1. pytorch_lightning.Trainer -> bigdl.nano.pytorch.Trainer
2. torchvision.transforms -> bigdl.nano.pytorch.vision.transforms
3. torchvision.datasets -> bigdl.nano.pytorch.vision.datasets
Parameters

cuda_to_cpu – bool, make codes write for CUDA available for CPU if set to True. This feature is still experimental and only valid in python layer codes. Default to True.

bigdl.nano.pytorch.unpatch_torch()[source]#

unpatch_torch is used to unpatch optimized torch classes to original ones.

bigdl.nano.pytorch.patching.patch_cuda(disable_jit: bool = True)[source]#

patch_cuda is used to make users’ application that is written for cuda only runnable on a CPU device by one-line patching.

e.g.
>>> from bigdl.nano.pytorch.patching import patch_cuda
>>> patch_cuda()  # be sure it is used at the header of the application
>>> # all other cuda only codes will be avilable for cpu
Parameters

disable_jit – bool, if to disable jit compile. This is a known issue for patch_cuda function. jit compile has not been supported for some of the patching. Users may change it to False to check if their application is affected by this issue.

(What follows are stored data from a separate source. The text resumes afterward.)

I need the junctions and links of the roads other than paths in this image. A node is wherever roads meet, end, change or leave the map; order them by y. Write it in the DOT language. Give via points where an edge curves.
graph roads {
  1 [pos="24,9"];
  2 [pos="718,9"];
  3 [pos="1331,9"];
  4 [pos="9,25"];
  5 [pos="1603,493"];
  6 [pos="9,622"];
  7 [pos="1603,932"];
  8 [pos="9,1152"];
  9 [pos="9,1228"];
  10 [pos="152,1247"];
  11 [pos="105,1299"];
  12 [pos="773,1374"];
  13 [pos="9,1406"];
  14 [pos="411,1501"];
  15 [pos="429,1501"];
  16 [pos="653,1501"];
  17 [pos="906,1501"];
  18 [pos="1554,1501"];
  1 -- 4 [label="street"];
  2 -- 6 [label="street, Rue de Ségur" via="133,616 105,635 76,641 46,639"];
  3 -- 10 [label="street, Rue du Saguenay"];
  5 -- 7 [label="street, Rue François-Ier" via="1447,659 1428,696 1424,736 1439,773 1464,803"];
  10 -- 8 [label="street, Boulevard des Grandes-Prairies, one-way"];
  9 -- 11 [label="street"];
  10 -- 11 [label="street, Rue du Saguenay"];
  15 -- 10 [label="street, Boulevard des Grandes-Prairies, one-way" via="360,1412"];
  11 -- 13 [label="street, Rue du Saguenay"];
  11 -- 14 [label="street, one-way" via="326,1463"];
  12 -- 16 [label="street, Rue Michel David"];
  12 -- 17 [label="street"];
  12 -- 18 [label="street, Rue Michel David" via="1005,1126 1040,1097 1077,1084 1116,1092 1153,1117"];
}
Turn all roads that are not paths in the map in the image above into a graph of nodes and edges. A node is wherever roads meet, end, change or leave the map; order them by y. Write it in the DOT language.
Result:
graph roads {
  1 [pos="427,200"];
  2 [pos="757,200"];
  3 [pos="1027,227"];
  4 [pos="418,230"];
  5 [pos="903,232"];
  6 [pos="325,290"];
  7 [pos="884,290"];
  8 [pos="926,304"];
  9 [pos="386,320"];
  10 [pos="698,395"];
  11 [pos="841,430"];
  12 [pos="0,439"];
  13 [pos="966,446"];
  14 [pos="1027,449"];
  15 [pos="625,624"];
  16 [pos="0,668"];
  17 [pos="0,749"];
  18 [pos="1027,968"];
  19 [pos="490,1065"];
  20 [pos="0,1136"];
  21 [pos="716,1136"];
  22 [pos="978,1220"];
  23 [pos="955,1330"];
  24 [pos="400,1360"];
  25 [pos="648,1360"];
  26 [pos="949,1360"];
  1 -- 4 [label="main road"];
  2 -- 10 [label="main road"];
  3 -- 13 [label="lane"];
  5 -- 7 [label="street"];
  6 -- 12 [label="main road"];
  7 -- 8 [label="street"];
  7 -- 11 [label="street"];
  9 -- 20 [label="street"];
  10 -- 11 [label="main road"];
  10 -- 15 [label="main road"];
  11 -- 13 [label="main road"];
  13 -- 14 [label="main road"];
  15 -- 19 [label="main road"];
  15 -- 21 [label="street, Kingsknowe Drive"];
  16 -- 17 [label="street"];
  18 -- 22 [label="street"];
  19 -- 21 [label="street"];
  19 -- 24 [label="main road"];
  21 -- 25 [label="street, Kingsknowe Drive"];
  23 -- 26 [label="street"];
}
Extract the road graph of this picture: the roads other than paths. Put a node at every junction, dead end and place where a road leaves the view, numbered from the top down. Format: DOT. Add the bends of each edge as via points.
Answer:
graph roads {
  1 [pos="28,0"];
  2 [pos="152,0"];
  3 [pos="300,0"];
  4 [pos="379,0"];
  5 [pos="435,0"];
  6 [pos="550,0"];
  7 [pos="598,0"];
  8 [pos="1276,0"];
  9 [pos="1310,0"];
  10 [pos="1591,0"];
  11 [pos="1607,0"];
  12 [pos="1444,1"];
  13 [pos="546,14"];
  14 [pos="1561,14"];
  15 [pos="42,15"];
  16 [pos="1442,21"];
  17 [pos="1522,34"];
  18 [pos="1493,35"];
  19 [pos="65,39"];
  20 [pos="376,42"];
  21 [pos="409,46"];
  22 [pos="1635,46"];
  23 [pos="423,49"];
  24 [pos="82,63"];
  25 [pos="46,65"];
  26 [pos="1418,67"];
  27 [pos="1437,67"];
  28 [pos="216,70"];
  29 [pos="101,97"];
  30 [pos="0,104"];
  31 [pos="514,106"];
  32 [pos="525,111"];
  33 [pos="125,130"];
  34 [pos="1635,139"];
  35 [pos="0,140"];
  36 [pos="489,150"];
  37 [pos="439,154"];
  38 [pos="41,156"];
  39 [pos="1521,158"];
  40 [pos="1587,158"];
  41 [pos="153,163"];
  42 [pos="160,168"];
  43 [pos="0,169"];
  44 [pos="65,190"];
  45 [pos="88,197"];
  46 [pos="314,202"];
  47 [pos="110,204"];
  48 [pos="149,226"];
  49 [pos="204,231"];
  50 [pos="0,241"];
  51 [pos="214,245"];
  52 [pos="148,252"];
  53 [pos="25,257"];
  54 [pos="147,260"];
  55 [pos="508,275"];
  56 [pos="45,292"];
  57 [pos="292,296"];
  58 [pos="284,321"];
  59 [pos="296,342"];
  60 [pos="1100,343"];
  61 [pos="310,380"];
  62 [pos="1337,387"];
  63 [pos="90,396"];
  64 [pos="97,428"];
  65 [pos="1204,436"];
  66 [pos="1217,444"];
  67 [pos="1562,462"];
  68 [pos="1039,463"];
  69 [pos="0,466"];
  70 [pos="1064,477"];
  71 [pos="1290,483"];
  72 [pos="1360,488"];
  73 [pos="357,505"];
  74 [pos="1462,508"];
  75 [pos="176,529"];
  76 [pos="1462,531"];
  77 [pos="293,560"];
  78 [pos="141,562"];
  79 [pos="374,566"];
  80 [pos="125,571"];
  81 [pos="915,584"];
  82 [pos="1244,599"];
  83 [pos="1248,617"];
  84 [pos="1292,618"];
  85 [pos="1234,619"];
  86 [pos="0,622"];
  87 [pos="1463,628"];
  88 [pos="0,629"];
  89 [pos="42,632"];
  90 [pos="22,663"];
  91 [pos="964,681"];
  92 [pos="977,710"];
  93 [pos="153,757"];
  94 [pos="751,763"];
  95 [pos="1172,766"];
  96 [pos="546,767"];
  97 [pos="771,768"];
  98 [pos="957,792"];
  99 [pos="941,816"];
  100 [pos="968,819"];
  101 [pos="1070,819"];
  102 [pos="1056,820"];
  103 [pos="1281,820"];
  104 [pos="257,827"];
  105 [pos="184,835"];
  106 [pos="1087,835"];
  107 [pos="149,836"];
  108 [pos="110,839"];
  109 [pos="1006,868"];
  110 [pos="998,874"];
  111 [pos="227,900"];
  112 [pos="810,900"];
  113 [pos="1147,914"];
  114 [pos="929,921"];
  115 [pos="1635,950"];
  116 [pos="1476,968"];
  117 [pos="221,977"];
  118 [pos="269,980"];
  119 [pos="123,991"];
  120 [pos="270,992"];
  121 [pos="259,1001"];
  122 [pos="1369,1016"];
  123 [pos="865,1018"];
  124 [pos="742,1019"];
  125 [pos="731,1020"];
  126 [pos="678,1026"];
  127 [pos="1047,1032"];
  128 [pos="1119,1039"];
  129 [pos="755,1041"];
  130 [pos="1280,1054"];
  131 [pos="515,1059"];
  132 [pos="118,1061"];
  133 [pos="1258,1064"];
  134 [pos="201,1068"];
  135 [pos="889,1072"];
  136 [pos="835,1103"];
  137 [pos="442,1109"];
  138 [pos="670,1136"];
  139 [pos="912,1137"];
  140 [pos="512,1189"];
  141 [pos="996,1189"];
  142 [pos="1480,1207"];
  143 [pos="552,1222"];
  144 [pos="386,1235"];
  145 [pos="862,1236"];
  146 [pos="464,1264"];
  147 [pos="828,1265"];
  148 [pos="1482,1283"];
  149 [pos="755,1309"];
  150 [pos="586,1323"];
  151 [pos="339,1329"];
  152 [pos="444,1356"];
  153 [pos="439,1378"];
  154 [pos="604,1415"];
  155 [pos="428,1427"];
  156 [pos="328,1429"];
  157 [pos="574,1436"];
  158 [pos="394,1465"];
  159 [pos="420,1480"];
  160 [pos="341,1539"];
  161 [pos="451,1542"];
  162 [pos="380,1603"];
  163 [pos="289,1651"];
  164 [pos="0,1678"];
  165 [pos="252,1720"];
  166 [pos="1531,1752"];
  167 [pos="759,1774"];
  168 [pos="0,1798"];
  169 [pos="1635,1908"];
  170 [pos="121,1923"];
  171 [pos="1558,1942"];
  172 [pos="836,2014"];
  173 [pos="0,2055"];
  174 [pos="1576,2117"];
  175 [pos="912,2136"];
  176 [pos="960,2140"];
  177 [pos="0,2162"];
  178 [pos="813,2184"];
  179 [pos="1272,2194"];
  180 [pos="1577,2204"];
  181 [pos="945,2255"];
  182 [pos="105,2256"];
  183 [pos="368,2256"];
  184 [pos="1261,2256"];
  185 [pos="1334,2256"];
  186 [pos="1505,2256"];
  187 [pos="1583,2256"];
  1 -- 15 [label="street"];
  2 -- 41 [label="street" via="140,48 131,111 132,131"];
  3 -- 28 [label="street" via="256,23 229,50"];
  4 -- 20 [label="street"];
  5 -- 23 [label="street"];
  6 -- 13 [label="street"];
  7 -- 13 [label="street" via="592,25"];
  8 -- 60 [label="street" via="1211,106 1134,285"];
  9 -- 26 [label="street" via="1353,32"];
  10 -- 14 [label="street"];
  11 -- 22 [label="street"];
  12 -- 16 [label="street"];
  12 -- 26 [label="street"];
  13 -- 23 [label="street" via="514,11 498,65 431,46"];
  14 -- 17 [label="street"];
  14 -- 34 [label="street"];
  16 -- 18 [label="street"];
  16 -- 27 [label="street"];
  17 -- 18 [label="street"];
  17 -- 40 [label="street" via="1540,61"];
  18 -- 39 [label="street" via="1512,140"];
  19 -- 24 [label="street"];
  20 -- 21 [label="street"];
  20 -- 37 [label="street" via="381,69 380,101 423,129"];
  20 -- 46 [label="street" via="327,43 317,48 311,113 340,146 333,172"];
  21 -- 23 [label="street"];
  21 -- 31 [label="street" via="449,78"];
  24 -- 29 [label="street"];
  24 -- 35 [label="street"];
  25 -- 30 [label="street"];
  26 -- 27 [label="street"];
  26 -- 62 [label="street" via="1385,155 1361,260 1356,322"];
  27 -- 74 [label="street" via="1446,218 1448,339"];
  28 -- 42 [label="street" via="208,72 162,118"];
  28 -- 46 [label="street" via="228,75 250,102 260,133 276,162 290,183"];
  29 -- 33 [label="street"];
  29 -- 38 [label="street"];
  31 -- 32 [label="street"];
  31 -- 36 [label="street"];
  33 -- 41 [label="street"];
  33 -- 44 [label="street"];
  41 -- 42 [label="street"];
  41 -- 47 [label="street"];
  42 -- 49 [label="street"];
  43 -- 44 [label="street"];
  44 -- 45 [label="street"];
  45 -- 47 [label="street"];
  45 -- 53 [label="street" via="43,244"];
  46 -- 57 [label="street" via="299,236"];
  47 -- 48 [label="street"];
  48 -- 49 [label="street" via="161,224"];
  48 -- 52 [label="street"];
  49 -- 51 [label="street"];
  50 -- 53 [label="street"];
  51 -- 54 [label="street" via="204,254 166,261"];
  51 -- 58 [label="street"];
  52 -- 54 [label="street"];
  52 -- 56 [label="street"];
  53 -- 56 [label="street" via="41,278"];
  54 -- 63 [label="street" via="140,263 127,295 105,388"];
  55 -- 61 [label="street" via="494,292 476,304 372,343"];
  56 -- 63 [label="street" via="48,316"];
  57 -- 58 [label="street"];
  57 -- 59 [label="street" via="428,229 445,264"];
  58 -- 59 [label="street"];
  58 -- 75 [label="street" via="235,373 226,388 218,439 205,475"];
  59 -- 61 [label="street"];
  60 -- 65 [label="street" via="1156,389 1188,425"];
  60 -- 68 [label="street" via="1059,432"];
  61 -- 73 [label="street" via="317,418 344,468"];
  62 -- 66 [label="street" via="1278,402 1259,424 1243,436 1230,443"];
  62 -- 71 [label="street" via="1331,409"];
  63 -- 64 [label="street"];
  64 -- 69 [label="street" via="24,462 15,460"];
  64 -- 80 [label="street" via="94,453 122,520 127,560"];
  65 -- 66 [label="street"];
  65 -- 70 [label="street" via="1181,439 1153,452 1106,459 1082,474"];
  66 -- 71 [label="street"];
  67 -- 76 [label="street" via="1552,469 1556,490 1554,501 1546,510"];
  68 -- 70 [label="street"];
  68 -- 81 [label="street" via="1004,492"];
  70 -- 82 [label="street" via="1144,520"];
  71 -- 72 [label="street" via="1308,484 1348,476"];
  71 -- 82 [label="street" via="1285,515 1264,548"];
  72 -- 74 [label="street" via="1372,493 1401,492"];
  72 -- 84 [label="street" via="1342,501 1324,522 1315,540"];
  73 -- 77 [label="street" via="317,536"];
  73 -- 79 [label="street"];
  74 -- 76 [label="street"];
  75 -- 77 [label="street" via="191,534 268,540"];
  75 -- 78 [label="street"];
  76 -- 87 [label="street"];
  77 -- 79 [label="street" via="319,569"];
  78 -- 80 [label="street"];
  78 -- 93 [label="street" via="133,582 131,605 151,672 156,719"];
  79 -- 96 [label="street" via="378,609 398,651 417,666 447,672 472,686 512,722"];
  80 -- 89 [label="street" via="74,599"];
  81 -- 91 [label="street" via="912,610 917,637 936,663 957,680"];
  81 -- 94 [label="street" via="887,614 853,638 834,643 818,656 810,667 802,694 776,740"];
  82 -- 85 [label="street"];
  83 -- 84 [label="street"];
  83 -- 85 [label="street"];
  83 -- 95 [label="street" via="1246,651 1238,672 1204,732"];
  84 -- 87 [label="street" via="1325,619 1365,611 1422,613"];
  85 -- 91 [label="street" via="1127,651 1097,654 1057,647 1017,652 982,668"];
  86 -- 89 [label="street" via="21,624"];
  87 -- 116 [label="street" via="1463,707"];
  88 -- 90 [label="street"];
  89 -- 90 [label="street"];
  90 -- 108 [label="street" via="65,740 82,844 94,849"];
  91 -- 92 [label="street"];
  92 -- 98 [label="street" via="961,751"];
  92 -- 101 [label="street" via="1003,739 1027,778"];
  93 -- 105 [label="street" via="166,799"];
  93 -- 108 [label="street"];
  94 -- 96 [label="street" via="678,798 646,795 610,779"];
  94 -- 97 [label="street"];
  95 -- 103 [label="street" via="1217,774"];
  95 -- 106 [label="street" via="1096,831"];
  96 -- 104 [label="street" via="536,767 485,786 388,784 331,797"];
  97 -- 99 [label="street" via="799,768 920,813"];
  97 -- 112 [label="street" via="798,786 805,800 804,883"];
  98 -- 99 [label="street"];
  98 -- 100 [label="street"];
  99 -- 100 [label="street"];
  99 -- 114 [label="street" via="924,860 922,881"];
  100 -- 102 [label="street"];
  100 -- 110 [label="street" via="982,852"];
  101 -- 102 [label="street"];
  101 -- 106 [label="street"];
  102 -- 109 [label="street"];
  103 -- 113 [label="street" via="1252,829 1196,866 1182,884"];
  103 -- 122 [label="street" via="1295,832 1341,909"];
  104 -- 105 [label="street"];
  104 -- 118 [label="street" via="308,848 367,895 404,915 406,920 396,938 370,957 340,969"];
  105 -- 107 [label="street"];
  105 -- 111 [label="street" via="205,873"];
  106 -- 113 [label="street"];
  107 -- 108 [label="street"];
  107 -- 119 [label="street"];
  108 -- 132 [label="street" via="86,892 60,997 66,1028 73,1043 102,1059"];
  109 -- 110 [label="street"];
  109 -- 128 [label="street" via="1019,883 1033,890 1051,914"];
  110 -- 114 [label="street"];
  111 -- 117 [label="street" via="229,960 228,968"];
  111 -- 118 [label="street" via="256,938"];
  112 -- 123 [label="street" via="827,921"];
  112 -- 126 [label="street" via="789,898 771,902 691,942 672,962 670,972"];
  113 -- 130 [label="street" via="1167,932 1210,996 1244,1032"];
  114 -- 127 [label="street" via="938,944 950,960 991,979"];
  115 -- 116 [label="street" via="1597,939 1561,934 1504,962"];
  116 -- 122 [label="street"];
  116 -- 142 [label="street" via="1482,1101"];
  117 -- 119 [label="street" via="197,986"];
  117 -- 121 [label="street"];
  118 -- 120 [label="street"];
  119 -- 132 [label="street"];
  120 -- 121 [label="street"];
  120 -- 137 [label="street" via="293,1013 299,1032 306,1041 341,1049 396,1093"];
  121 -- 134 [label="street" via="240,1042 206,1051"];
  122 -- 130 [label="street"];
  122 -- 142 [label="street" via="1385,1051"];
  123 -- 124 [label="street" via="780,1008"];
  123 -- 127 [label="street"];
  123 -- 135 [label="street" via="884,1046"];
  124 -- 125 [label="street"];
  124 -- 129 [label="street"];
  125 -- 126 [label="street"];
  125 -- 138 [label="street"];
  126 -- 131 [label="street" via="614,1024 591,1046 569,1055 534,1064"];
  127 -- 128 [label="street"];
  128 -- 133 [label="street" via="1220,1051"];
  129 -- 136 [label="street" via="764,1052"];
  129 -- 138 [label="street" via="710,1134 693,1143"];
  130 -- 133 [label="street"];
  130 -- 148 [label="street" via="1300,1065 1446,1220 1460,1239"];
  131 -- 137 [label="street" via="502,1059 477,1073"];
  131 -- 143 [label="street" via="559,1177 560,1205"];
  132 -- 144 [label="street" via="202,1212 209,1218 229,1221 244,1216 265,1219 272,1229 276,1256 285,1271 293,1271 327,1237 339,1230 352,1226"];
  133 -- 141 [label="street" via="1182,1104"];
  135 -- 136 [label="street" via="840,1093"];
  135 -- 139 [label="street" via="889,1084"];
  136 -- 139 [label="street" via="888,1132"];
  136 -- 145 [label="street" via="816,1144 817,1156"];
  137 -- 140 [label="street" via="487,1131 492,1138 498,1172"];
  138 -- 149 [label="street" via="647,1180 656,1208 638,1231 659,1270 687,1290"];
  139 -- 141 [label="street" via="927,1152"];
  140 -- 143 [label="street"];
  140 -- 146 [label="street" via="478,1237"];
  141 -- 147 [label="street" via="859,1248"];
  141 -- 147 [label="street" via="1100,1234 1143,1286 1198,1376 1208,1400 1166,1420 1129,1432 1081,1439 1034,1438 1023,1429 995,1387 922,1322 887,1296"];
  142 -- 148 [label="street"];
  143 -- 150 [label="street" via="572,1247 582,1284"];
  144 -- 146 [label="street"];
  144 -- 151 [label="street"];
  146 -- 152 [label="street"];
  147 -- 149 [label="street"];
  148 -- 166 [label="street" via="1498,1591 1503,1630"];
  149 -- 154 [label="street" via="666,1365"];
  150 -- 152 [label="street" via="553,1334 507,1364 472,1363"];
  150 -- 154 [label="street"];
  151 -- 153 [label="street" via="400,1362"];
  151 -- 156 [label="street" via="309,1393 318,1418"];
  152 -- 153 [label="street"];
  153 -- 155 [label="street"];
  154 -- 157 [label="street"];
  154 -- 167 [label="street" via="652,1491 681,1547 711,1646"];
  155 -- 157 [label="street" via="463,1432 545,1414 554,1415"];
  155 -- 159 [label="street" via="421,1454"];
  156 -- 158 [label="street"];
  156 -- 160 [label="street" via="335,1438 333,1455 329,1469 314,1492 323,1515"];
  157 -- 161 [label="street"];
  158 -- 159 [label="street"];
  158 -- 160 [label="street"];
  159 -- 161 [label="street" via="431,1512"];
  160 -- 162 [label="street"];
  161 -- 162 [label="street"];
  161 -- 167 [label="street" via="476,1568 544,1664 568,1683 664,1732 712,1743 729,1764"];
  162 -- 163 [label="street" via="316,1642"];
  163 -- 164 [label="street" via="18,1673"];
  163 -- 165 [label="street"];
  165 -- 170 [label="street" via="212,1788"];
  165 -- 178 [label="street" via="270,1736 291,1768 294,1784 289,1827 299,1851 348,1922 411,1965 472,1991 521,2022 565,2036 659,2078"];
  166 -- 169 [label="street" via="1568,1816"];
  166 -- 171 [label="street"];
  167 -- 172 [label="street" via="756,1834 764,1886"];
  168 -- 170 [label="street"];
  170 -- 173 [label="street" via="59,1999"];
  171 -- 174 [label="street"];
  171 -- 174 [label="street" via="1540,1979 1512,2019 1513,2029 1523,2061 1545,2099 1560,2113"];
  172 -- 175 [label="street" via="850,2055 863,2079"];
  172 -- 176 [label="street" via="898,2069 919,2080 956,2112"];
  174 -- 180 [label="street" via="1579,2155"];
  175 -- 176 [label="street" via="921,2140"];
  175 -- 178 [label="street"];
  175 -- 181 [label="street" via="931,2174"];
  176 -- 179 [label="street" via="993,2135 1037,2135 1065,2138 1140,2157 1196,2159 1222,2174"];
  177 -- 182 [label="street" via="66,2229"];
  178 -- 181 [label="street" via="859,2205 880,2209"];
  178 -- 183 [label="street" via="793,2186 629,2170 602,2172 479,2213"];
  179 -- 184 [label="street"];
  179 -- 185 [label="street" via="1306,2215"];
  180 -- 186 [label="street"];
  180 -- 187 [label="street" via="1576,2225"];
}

bigdl.nano.pytorch.patching.unpatch_cuda()[source]#

unpatch_cuda is an reverse function to patch_cuda. It will change the application back to be available on cuda.

e.g.
>>> from bigdl.nano.pytorch.patching import unpatch_cuda
>>> unpatch_cuda()  # be sure it is used after patch_cuda
>>> # all other codes will be avilable for cuda
Parameters

disable_jit – bool, if to disable jit compile. This is a known issue for patch_cuda function. jit compile has not been supported for some of the patching. Users may change it to False to check if their application is affected by this issue.

bigdl.nano.pytorch.patching.patch_dtype(from_dtype: Union[str, torch.dtype] = 'fp64', to_dtype: Union[str, torch.dtype] = 'fp32')[source]#

patch_dtype is used to change the tensor’s dtype in users’ application from from_dtype to to_dtype.

e.g.
>>> from bigdl.nano.pytorch.patching import patch_dtype
>>> patch_dtype(from_dtype="fp64", to_dtype="fp32")
>>> # will replace all tensors that has fp64 precision to fp32.
Parameters
  • from_dtype – the tensors’ dtype to be replaced. default to “fp64”

  • to_dtype – the tensors’ dtype to use. default to “fp32”

bigdl.nano.pytorch.patching.patch_encryption()[source]#

patch_torch is used to patch torch.save and torch.load methods to replace original ones.

Patched details include:

1. torch.save is now located at bigdl.nano.pytorch.encryption.save
2. torch.load is now located at bigdl.nano.pytorch.encryption.load

A key argument is added to torch.save and torch.load which is used to encrypt/decrypt the content before saving/loading it to/from disk.

Note

Please be noted that the key is only secured in Intel SGX mode.